Sunday, June 19, 2011

Promises, Promises..

I promise, again, that I will keep this blog up-to-date and post regularly from now on.  That's a super-extra extreme promise.  However, I intend to go a different route with the blog here on out.  I don't want to write about boring everyday things that my kids do.  I don't want to bore you, after all.  I'm going to write about the funny stuff, the ironic stuff, the crappy stuff.  And I'm going to focus on New Baby Life (it's a legitimate time period, like Toddler and Middle-Age).  Just a heads-up for anyone not truly familiar with me, I am Sarcastic (yes, the capital is necessary).  So anything that comes across as harsh, cruel, abusive, out-of-line, or insensitive, just chalk (chock?) it up to my witty sarcasm.

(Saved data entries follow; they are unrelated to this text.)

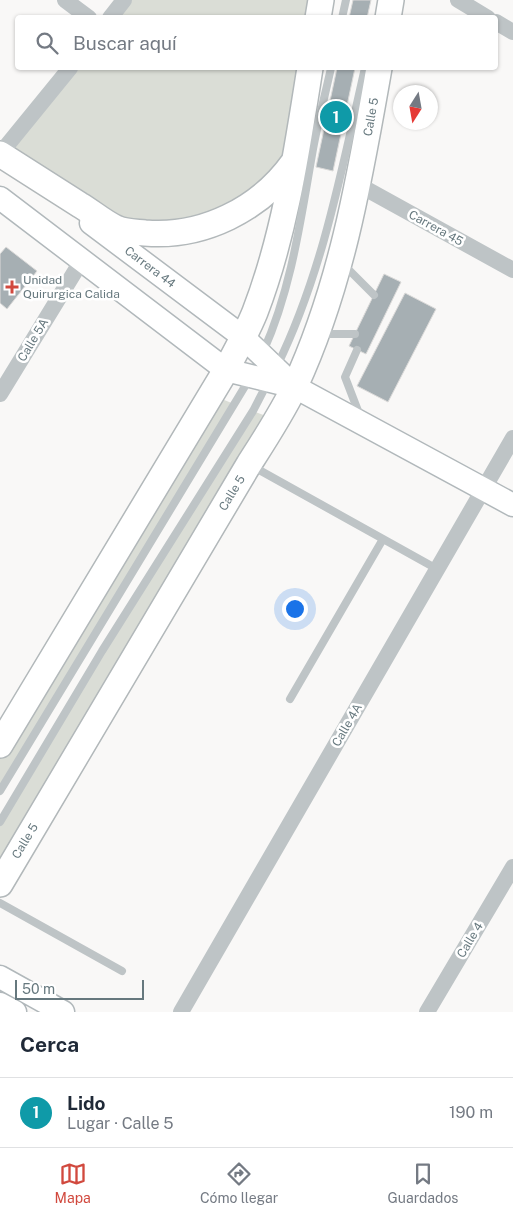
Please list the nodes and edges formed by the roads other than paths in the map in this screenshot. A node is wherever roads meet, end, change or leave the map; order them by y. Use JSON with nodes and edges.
{"nodes":[{"id":1,"x":65,"y":0,"type":"edge"},
{"id":2,"x":124,"y":0,"type":"edge"},
{"id":3,"x":321,"y":0,"type":"edge"},
{"id":4,"x":346,"y":0,"type":"edge"},
{"id":5,"x":391,"y":0,"type":"edge"},
{"id":6,"x":458,"y":0,"type":"edge"},
{"id":7,"x":85,"y":15,"type":"edge"},
{"id":8,"x":112,"y":15,"type":"edge"},
{"id":9,"x":318,"y":15,"type":"edge"},
{"id":10,"x":343,"y":15,"type":"edge"},
{"id":11,"x":388,"y":15,"type":"edge"},
{"id":12,"x":483,"y":15,"type":"edge"},
{"id":13,"x":498,"y":23,"type":"edge"},
{"id":14,"x":513,"y":32,"type":"edge"},
{"id":15,"x":68,"y":70,"type":"edge"},
{"id":16,"x":310,"y":70,"type":"edge"},
{"id":17,"x":331,"y":70,"type":"edge"},
{"id":18,"x":365,"y":70,"type":"edge"},
{"id":19,"x":379,"y":70,"type":"edge"},
{"id":20,"x":0,"y":154,"type":"edge"},
{"id":21,"x":295,"y":161,"type":"junction"},
{"id":22,"x":359,"y":185,"type":"junction"},
{"id":23,"x":0,"y":198,"type":"edge"},
{"id":24,"x":82,"y":260,"type":"junction"},
{"id":25,"x":340,"y":261,"type":"junction"},
{"id":26,"x":513,"y":270,"type":"edge"},
{"id":27,"x":374,"y":295,"type":"dead end"},
{"id":28,"x":316,"y":334,"type":"junction"},
{"id":29,"x":355,"y":334,"type":"dead end"},
{"id":30,"x":243,"y":337,"type":"junction"},
{"id":31,"x":357,"y":350,"type":"dead end"},
{"id":32,"x":262,"y":369,"type":"junction"},
{"id":33,"x":226,"y":370,"type":"junction"},
{"id":34,"x":294,"y":387,"type":"junction"},
{"id":35,"x":1,"y":392,"type":"edge"},
{"id":36,"x":362,"y":423,"type":"junction"},
{"id":37,"x":513,"y":438,"type":"edge"},
{"id":38,"x":248,"y":464,"type":"junction"},
{"id":39,"x":484,"y":489,"type":"junction"},
{"id":40,"x":513,"y":505,"type":"edge"},
{"id":41,"x":383,"y":539,"type":"junction"},
{"id":42,"x":437,"y":569,"type":"junction"},
{"id":43,"x":290,"y":699,"type":"dead end"},
{"id":44,"x":0,"y":745,"type":"edge"},
{"id":45,"x":0,"y":791,"type":"edge"},
{"id":46,"x":0,"y":822,"type":"edge"},
{"id":47,"x":511,"y":874,"type":"edge"},
{"id":48,"x":0,"y":884,"type":"edge"},
{"id":49,"x":0,"y":903,"type":"edge"},
{"id":50,"x":122,"y":971,"type":"dead end"},
{"id":51,"x":0,"y":977,"type":"edge"},
{"id":52,"x":0,"y":1004,"type":"edge"},
{"id":53,"x":15,"y":1012,"type":"edge"},
{"id":54,"x":64,"y":1012,"type":"edge"},
{"id":55,"x":181,"y":1012,"type":"edge"},
{"id":56,"x":427,"y":1012,"type":"edge"}],
"edges":[{"from":1,"to":7,"type":"street"},
{"from":2,"to":8,"type":"street"},
{"from":3,"to":9,"type":"main road"},
{"from":4,"to":10,"type":"lane"},
{"from":5,"to":11,"type":"main road"},
{"from":6,"to":12,"type":"street"},
{"from":13,"to":14,"type":"street"},
{"from":15,"to":20,"type":"street"},
{"from":16,"to":21,"type":"main road"},
{"from":17,"to":32,"type":"lane"},
{"from":18,"to":32,"type":"lane"},
{"from":19,"to":22,"type":"main road","name":"Calle 5"},
{"from":20,"to":21,"type":"main road"},
{"from":20,"to":30,"type":"main road","name":"Carrera 44"},
{"from":21,"to":30,"type":"main road"},
{"from":22,"to":25,"type":"main road","name":"Calle 5"},
{"from":22,"to":26,"type":"street","name":"Carrera 45"},
{"from":23,"to":24,"type":"main road","name":"Carrera 44"},
{"from":24,"to":33,"type":"main road","name":"Carrera 44"},
{"from":24,"to":35,"type":"street","name":"Calle 5A"},
{"from":25,"to":27,"type":"lane"},
{"from":25,"to":28,"type":"main road","name":"Calle 5"},
{"from":28,"to":29,"type":"lane"},
{"from":28,"to":34,"type":"main road","name":"Calle 5"},
{"from":30,"to":32,"type":"main road","name":"Carrera 44"},
{"from":30,"to":33,"type":"main road"},
{"from":31,"to":36,"type":"lane"},
{"from":32,"to":33,"type":"main road","name":"Carrera 44"},
{"from":32,"to":34,"type":"main road","name":"Carrera 44"},
{"from":32,"to":45,"type":"lane"},
{"from":32,"to":46,"type":"lane"},
{"from":33,"to":44,"type":"main road"},
{"from":34,"to":36,"type":"main road","name":"Carrera 44"},
{"from":34,"to":38,"type":"main road","name":"Calle 5"},
{"from":36,"to":39,"type":"main road","name":"Carrera 44"},
{"from":37,"to":39,"type":"street","name":"Calle 4A"},
{"from":38,"to":41,"type":"lane"},
{"from":38,"to":48,"type":"main road","name":"Calle 5"},
{"from":39,"to":40,"type":"main road","name":"Carrera 44"},
{"from":39,"to":42,"type":"street","name":"Calle 4A"},
{"from":41,"to":42,"type":"lane"},
{"from":41,"to":43,"type":"lane"},
{"from":42,"to":55,"type":"street","name":"Calle 4A"},
{"from":47,"to":56,"type":"street","name":"Calle 4"},
{"from":49,"to":50,"type":"lane"},
{"from":51,"to":54,"type":"main road"},
{"from":52,"to":53,"type":"main road"}]}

Just a brief tidbit for now, since I'm trembling on the edge of sanity listening for any sound of malcontent that little Luke might utter.  Speaking of which, is there anything like a new baby that makes you "hush" at people  maniacly?  Even though this bundle of joy sleeps through Fred Flinstone snoring from Jonathan and stadium-quality sound projection from Meike, I am frantically "Shhh"-ing at sounds like dishes clinking together and toilet flushing.  Yes, my 5-week old's happiness does come before my cats' rights to drink out of a clean toilet, regardless of how they feel about it.

Back to the main story, I realized today that I am much more self consious now than I ever was before.  Aren't you supposed to become more confident with age?  I never used to look at other women and compare myself to them.  But I caught myself doing just that several times today.  We went out for a Father's Day dinner at a new restaurant called "Look at my Boobs."  Just kidding, I forget what it was called (I'll remember later, ramdomly, when it's no longer relevant); it was akin to Hooters, but with a classier decour and awesome food.  I'm not saying Hooters doesn't have good food- everyone talks about the wings, right? 

As I noticed Jonathan's wandering eyes, I began to take notice of the girls walking around.  Then I began to systematically take down each waitress (in my head at least).  Some of the following thoughts ran through my head:

"Yeah she has nice legs, but my boobs are totally bigger than hers." 
"My hair is so much nicer than hers; what a trashy color."
"I've had two kids and I'm not that jiggly."

Regardless of the validity of my comparisons, I felt it necessary to one-up every girl that passed.  I never used to care about guys checking out other chicks.  Studies show that even babies prefer to look at attractive people.  And I've always been very confident.  If I'm going to waste my energy on being jealous, I should be comparing more useful things, like who gets more sleep and who gets thrown up on the least.
Is this just some postpartum craziness?  Will it go away in a few weeks when I feel less squishy (if I ever feel less squishy)?  Do any of you other new moms find yourself succumbing to any random insecurities?

1 comment:

  1. Maybe part of it is that, for the first time, you actually want to hang onto this love? Maybe you know feel that you truly have something to lose. Just an idea.